In situ polymerization design of a quasi-solid electrolyte enhanced by NMP additive for lithium metal batteries

Abstract

Solid polymer electrolytes (SPEs) are considered one promising candidate for lithium metal batteries due to their high flexibility, low cost, and roll-to-roll scalability. However, conventional SPEs prepared via ex situ methods are confronted with challenges such as poor contact and high resistance at the electrode|SPE interface, as well as low ionic conductivity at room temperature. In this study, we developed a quasi-solid electrolyte (QSE) using an in situ polymerization approach, employing butyl acrylate as the monomer and incorporating NMP as an additive. Spectroscopic investigations and DFT calculations revealed that NMP tends to form an overleaf-structured [Li(NMP)3][TFSI] complex with LiTFSI, promoting lithium salt dissociation. Owing to this advantage, the QSE exhibits high room-temperature ionic conductivity (6.94 × 10−4 S cm−1) and an extensive electrochemical stability window (5.01 V vs. Li+/Li).

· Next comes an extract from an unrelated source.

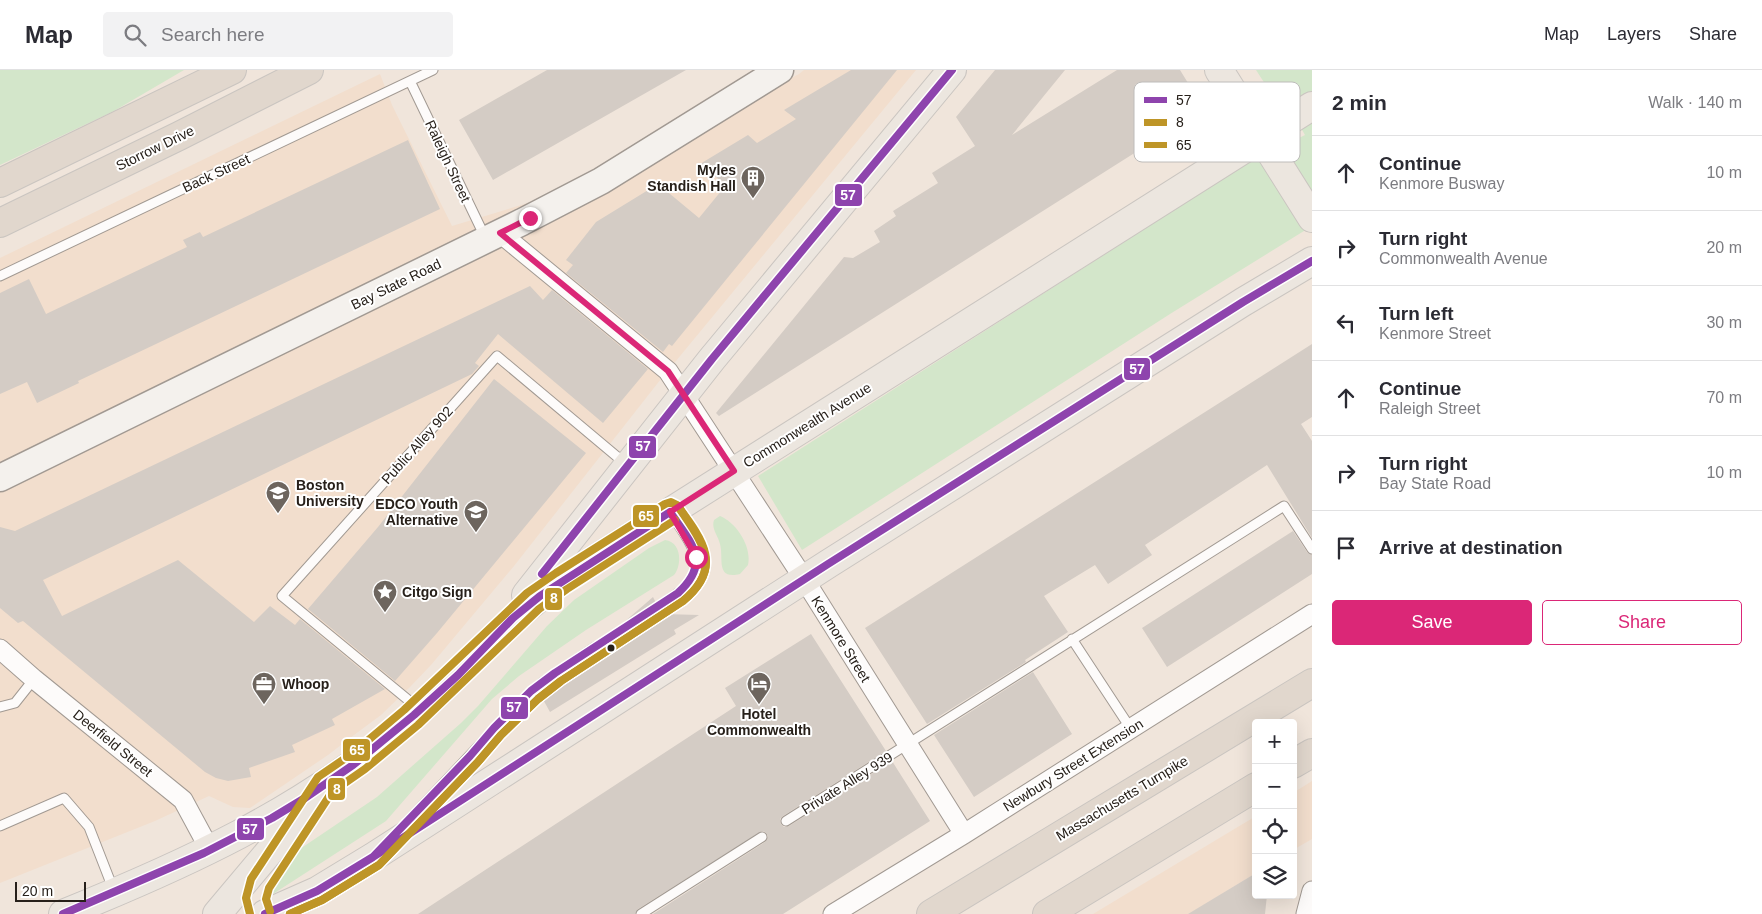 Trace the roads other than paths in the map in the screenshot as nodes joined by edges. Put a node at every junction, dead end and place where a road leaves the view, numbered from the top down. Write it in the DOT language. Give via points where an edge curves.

Furthermore, the in situ polymerization method facilitates full contact at the interface, enhancing the interfacial stability and reducing the interface resistance, thus resulting in stable cycling of Li|Built-in QSE|Li symmetric cell for 1100 h at 0.1 mA cm−2. The assembled LiFePO4|Built-in QSE|Li cell also demonstrates excellent rate and long-term cycling performance. Our findings offer valuable insights into the interaction between organic additives and lithium salts and present a novel strategy for the development of polymer electrolytes.